A l’ancien emplacement de l’escalier ne subsistait plus, au bas du Mur, qu’un prodigieux méli-mélo de pans de glace en miettes et de poutres carbonisées. Le treuil permettait toujours d’accéder au sommet, mais la cage ne pouvait contenir que dix hommes à la fois, et comme elle avait déjà entrepris son ascension lorsque Jon se présenta, il se trouva contraint d’attendre le prochain voyage. D’autres patientaient avec lui : Satin, Mully, Botte-en-rab, Muids, puis ce grand blondin d’Harse, que tout le monde appelait Tocard, à cause de sa formidable ganache, et au surplus palefrenier de son état, l’une des rares taupes demeurées à Châteaunoir. Ses autres congénères avaient dare-dare regagné La Mole et leurs champs, leurs masures ou leurs pieux du bordel, sous terre. Mais c’est qu’il avait envie de prendre le noir, ce grand benêt-là tout en dents de Tocard. Elle aussi était toujours là, tiens, Zei, la pute qui s’était révélée si douée à l’arbalète, plus les trois orphelins que Noye avait gardés, leurs pères ayant péri dans l’escalier. Ils étaient bien petits, ceux-là – neuf, huit et cinq ans –, mais ils n’avaient apparemment tenté personne d’autre…
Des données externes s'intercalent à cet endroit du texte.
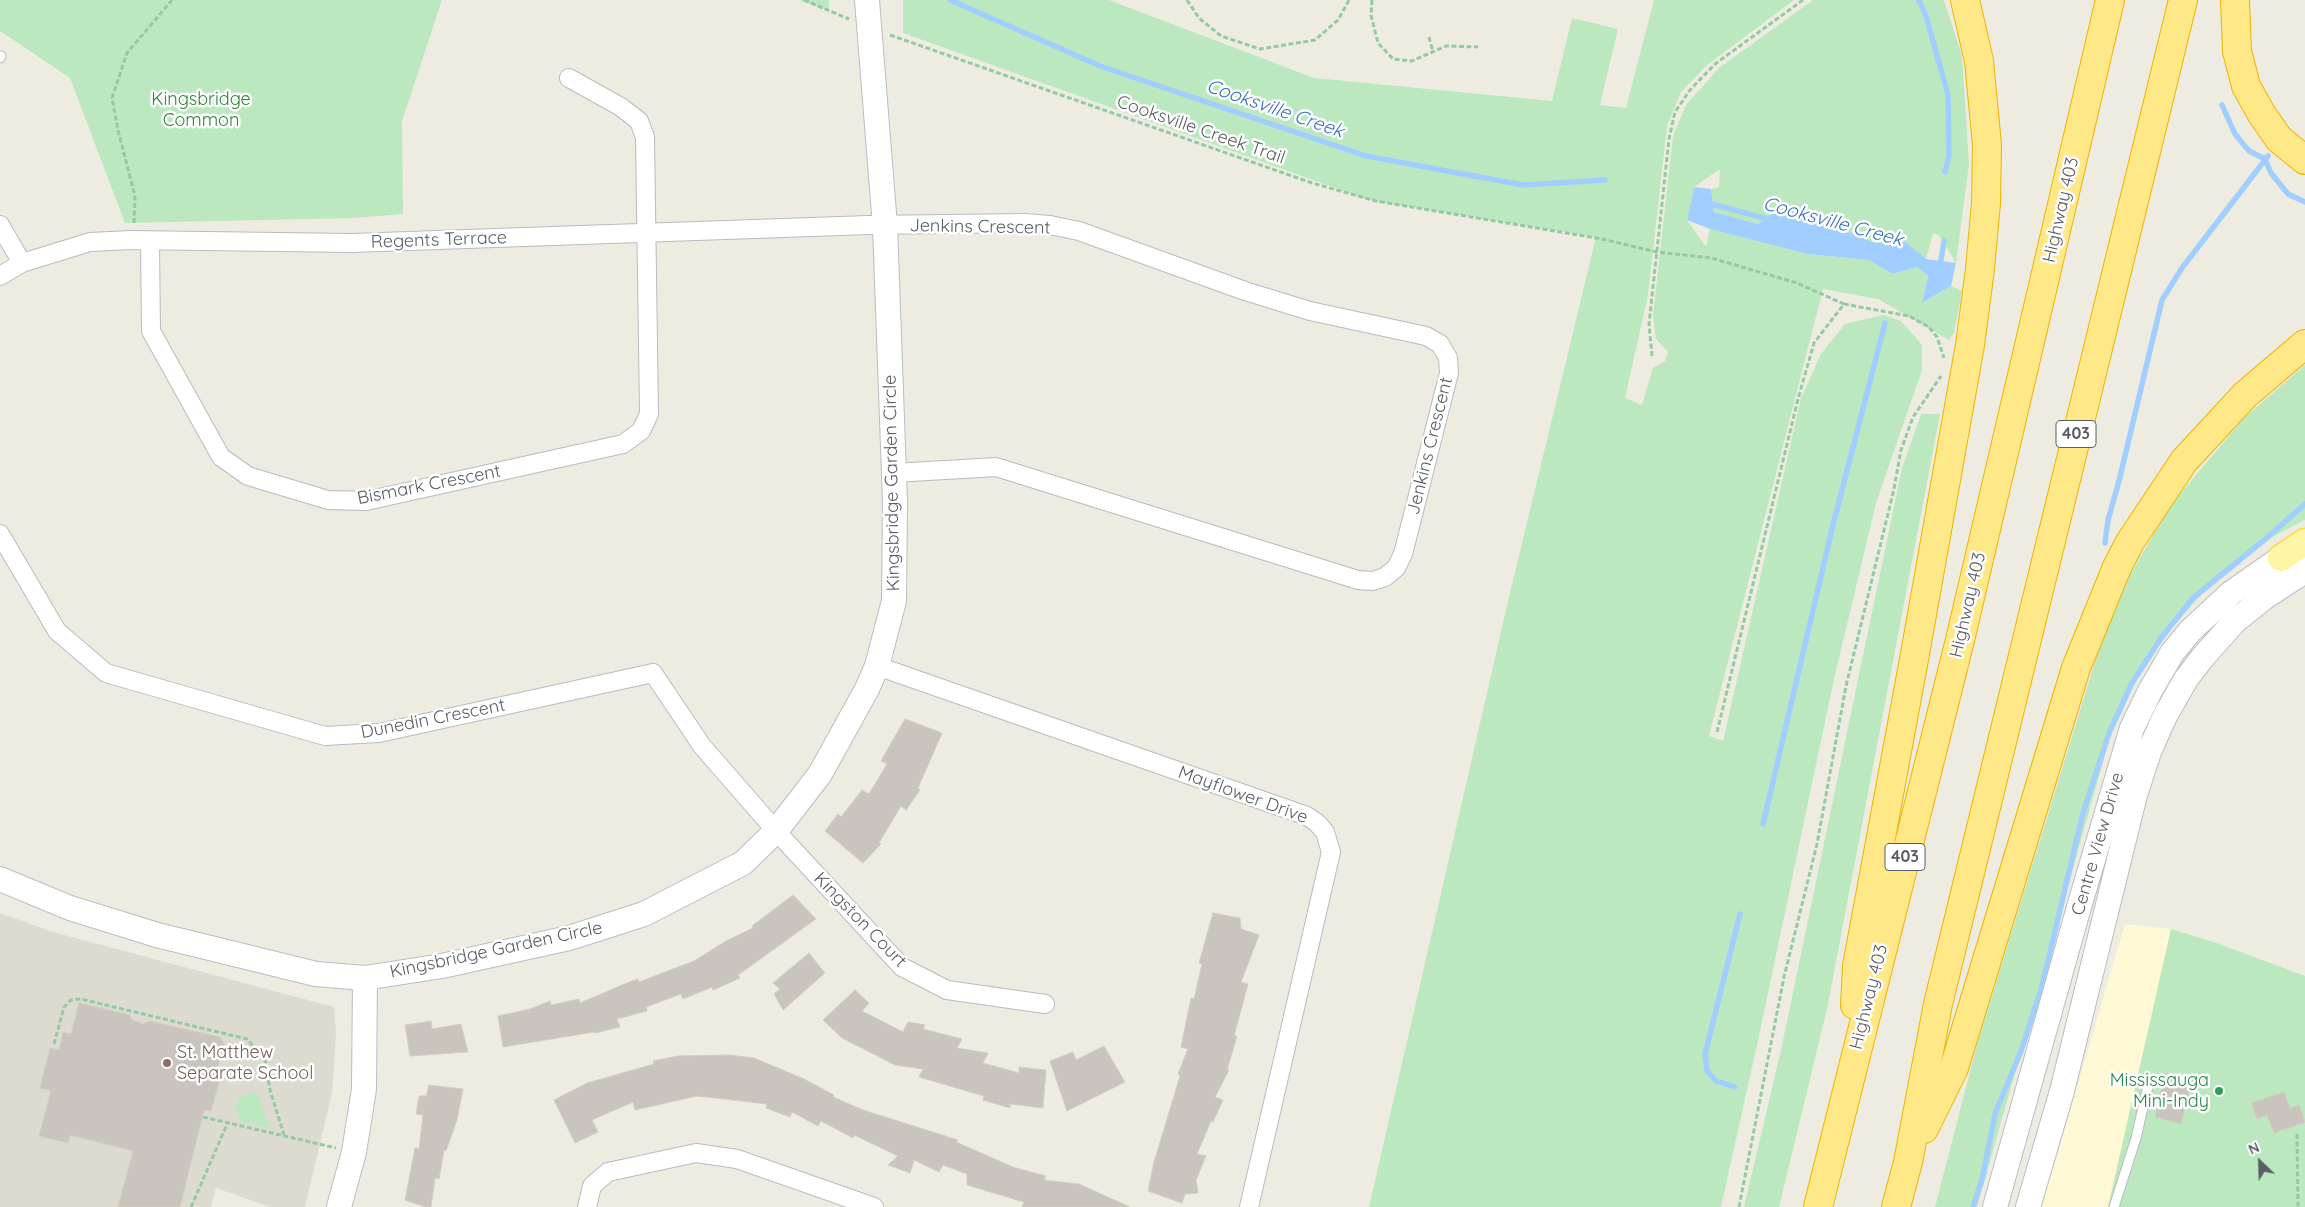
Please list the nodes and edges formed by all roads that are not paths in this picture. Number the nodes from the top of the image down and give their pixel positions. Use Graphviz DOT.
graph roads {
  1 [pos="1965,0"];
  2 [pos="2110,0"];
  3 [pos="2183,0"];
  4 [pos="2235,0"];
  5 [pos="869,14"];
  6 [pos="569,78"];
  7 [pos="2305,160"];
  8 [pos="0,225"];
  9 [pos="885,226"];
  10 [pos="647,232"];
  11 [pos="150,242"];
  12 [pos="22,263"];
  13 [pos="0,276"];
  14 [pos="2305,344"];
  15 [pos="894,473"];
  16 [pos="0,534"];
  17 [pos="2305,542"];
  18 [pos="2305,547"];
  19 [pos="2281,558"];
  20 [pos="2305,572"];
  21 [pos="877,666"];
  22 [pos="776,831"];
  23 [pos="0,879"];
  24 [pos="365,978"];
  25 [pos="1045,1004"];
  26 [pos="1850,1074"];
  27 [pos="2148,1086"];
  28 [pos="1908,1162"];
  29 [pos="339,1207"];
  30 [pos="588,1207"];
  31 [pos="874,1207"];
  32 [pos="1248,1207"];
  33 [pos="1818,1207"];
  34 [pos="1896,1207"];
  35 [pos="1995,1207"];
  36 [pos="2028,1207"];
  37 [pos="2114,1207"];
  1 -- 26 [label="highway"];
  2 -- 26 [label="highway, Highway 403 / 403"];
  3 -- 28 [label="highway, 403"];
  4 -- 7 [label="highway"];
  5 -- 9 [label="street, Kingsbridge Garden Circle"];
  6 -- 10 [label="street, Bismark Crescent"];
  8 -- 12 [label="street"];
  9 -- 10 [label="street, Regents Terrace"];
  9 -- 15 [label="street, Kingsbridge Garden Circle"];
  9 -- 15 [label="street, Jenkins Crescent"];
  10 -- 11 [label="street, Regents Terrace"];
  10 -- 11 [label="street, Bismark Crescent"];
  11 -- 12 [label="street, Regents Terrace"];
  12 -- 13 [label="street, Regents Terrace"];
  14 -- 28 [label="highway"];
  15 -- 21 [label="street, Kingsbridge Garden Circle"];
  16 -- 22 [label="street, Dunedin Crescent"];
  17 -- 19 [label="main road"];
  18 -- 19 [label="street, Centre View Drive"];
  19 -- 35 [label="street, Centre View Drive"];
  20 -- 36 [label="street, Centre View Drive"];
  21 -- 22 [label="street, Kingsbridge Garden Circle"];
  21 -- 32 [label="street, Mayflower Drive"];
  22 -- 24 [label="street, Kingsbridge Garden Circle"];
  22 -- 25 [label="street, Kingston Court"];
  23 -- 24 [label="street, Kingsbridge Garden Circle"];
  24 -- 29 [label="street"];
  26 -- 33 [label="highway, Highway 403 / 403"];
  27 -- 37 [label="lane"];
  28 -- 34 [label="highway, 403"];
  30 -- 31 [label="street"];
}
Tandis qu’ils attendaient le retour de la cage, Clydas leur servit des coupes de vin aux épices bouillant, pendant qu’Hobb Trois-Doigts passait du pain noir à la ronde. Jon reçut pour sa part un quignon qu’il se mit à ronger d’emblée.
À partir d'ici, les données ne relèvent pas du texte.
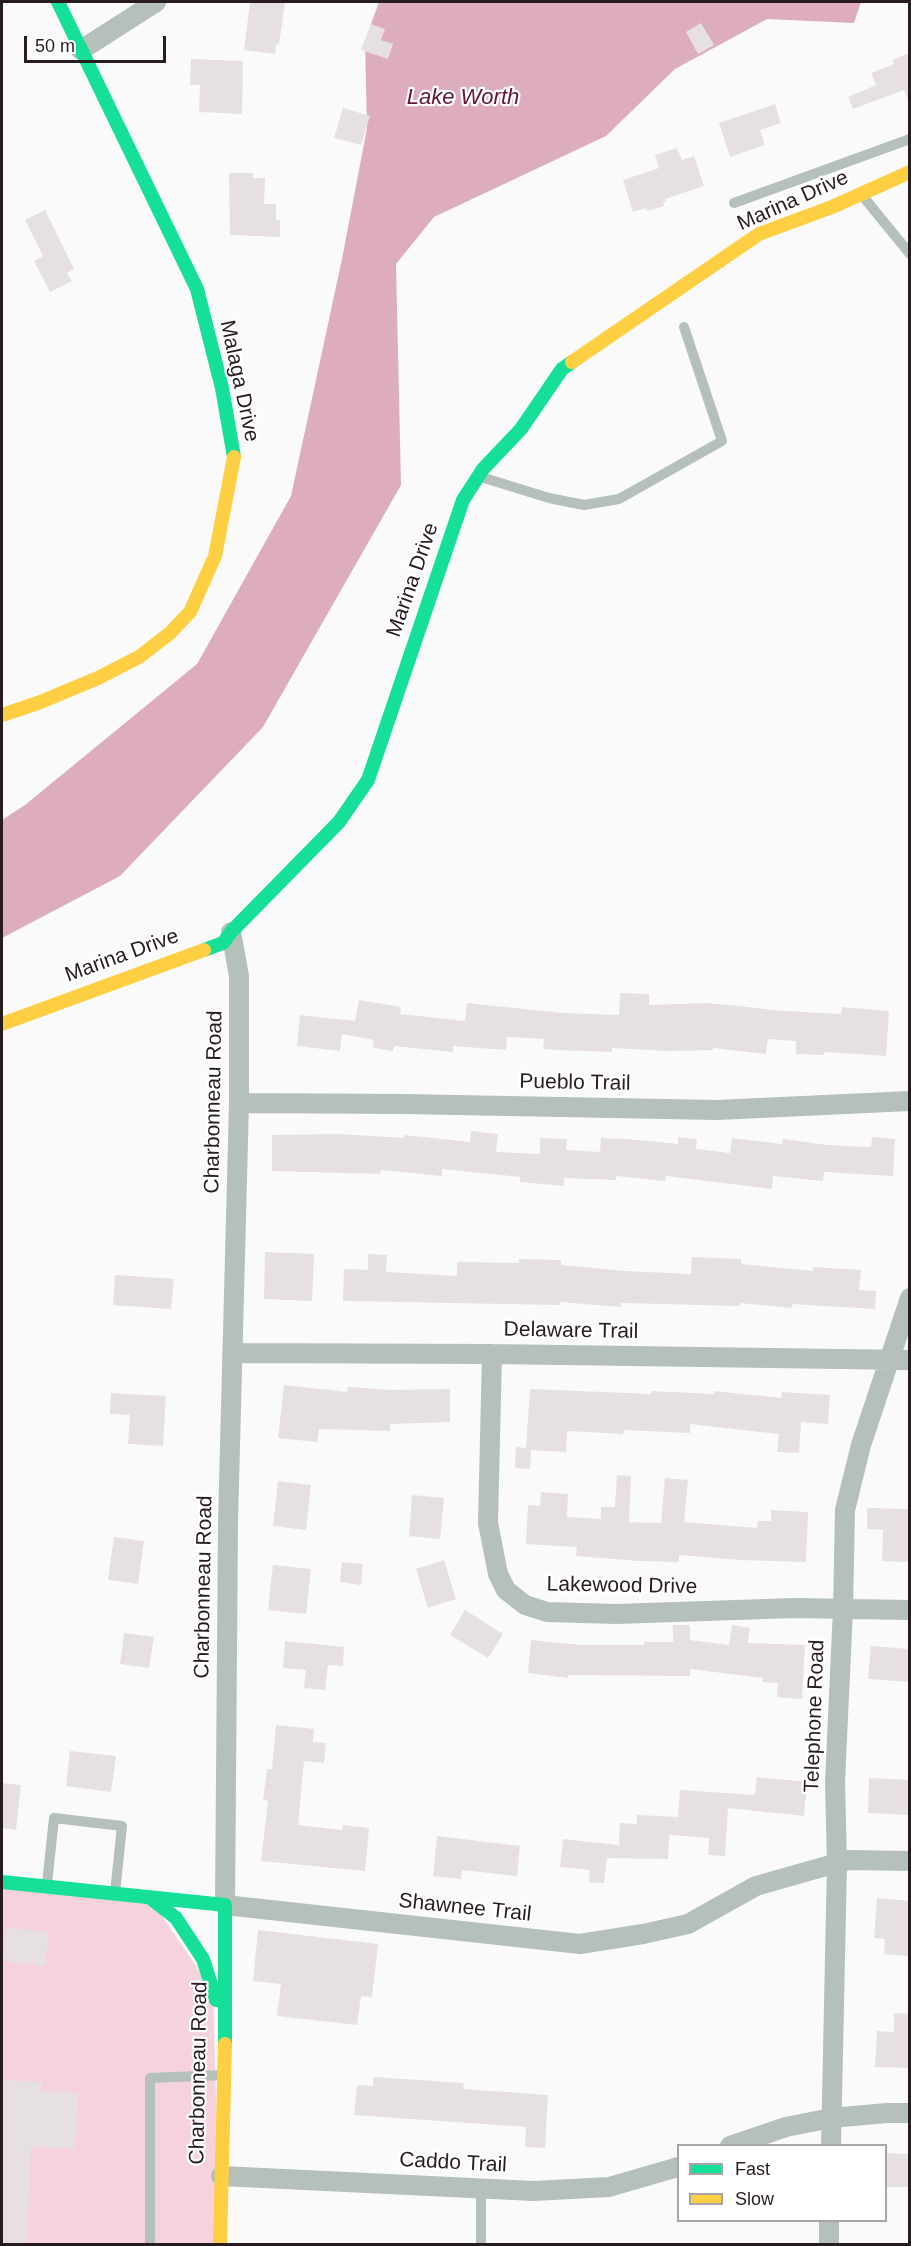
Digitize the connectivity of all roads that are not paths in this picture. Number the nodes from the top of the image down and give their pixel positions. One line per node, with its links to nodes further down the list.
1 (58, 2): 3 (street, Malaga Drive)
2 (156, 2): 3 (street)
3 (81, 50): 11 (street, Malaga Drive)
4 (909, 139): 7 (lane)
5 (909, 172): 6 (street, Marina Drive)
6 (861, 194): 8 (lane); 10 (street, Marina Drive)
7 (734, 203)
8 (909, 254)
9 (684, 327): 10 (lane)
10 (478, 476): 12 (street, Marina Drive)
11 (2, 715)
12 (231, 932): 13 (street, Marina Drive); 15 (street, Charbonneau Road)
13 (2, 1024)
14 (909, 1101): 15 (street, Pueblo Trail)
15 (239, 1103): 17 (street, Charbonneau Road)
16 (909, 1298): 19 (street, Telephone Road)
17 (232, 1353): 18 (street, Delaware Trail); 29 (street, Charbonneau Road)
18 (492, 1354): 19 (street, Delaware Trail); 21 (street, Lakewood Drive)
19 (887, 1360): 20 (street, Delaware Trail); 21 (street, Telephone Road)
20 (909, 1360)
21 (843, 1609): 22 (street, Lakewood Drive); 24 (street, Telephone Road)
22 (909, 1610)
23 (909, 1862): 24 (street, Shawnee Trail)
24 (837, 1863): 29 (street, Shawnee Trail); 33 (street, Telephone Road)
25 (2, 1882): 26 (street, Shawnee Trail)
26 (47, 1886): 27 (street, Shawnee Trail); 27 (lane)
27 (115, 1894): 28 (street, Shawnee Trail)
28 (149, 1897): 29 (street, Shawnee Trail); 30 (street)
29 (225, 1905): 30 (street, Charbonneau Road)
30 (225, 2026): 31 (street, Charbonneau Road)
31 (225, 2075): 37 (street, Charbonneau Road); 40 (lane)
32 (909, 2113): 33 (street)
33 (831, 2118): 34 (street); 35 (street, Telephone Road)
34 (733, 2144)
35 (831, 2144)
36 (677, 2167): 38 (street, Caddo Trail)
37 (221, 2176): 38 (street, Caddo Trail); 41 (street, Charbonneau Road)
38 (481, 2190): 42 (lane)
39 (829, 2222): 43 (street)
40 (150, 2244)
41 (220, 2244)
42 (481, 2244)
43 (829, 2244)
« Est-ce que c’est Mance Rayder ? s’inquiéta Satin.
— On peut l’espérer. » Il y avait dans le noir des trucs pires que les sauvageons. Les propos tenus par leur roi sur le Poing des Premiers Hommes, alors que tout autour la neige était rose, Jon n’était pas près de les oublier. « Lorsque les morts marchent, il n’est épées ni pieux ni murs qui vaillent. On ne peut combattre les morts, Jon Snow. Je le sais deux fois mieux que quiconque au monde. » Rien que de repenser à ça, le vent vous paraissait comme un peu plus froid.
Enfin, la cage redescendit en quincaillant, roulant au bout de ses longues chaînes, et ils s’y entassèrent en silence avant de refermer la porte.
Peu d’instants après que Mully eut branlé par trois fois la corde de la cloche, ils commencèrent à s’élever, non sans à-coups ni faux départs d’abord, puis de manière moins heurtée. Nul ne soufflait mot. En atteignant le sommet, la cage ballottait pas mal, et ils n’en émergèrent qu’un par un. Tocard tendit à Jon une main secourable pour l’aider à prendre pied sur la glace. Le froid vous y écrasait la gueule comme un coup de poing.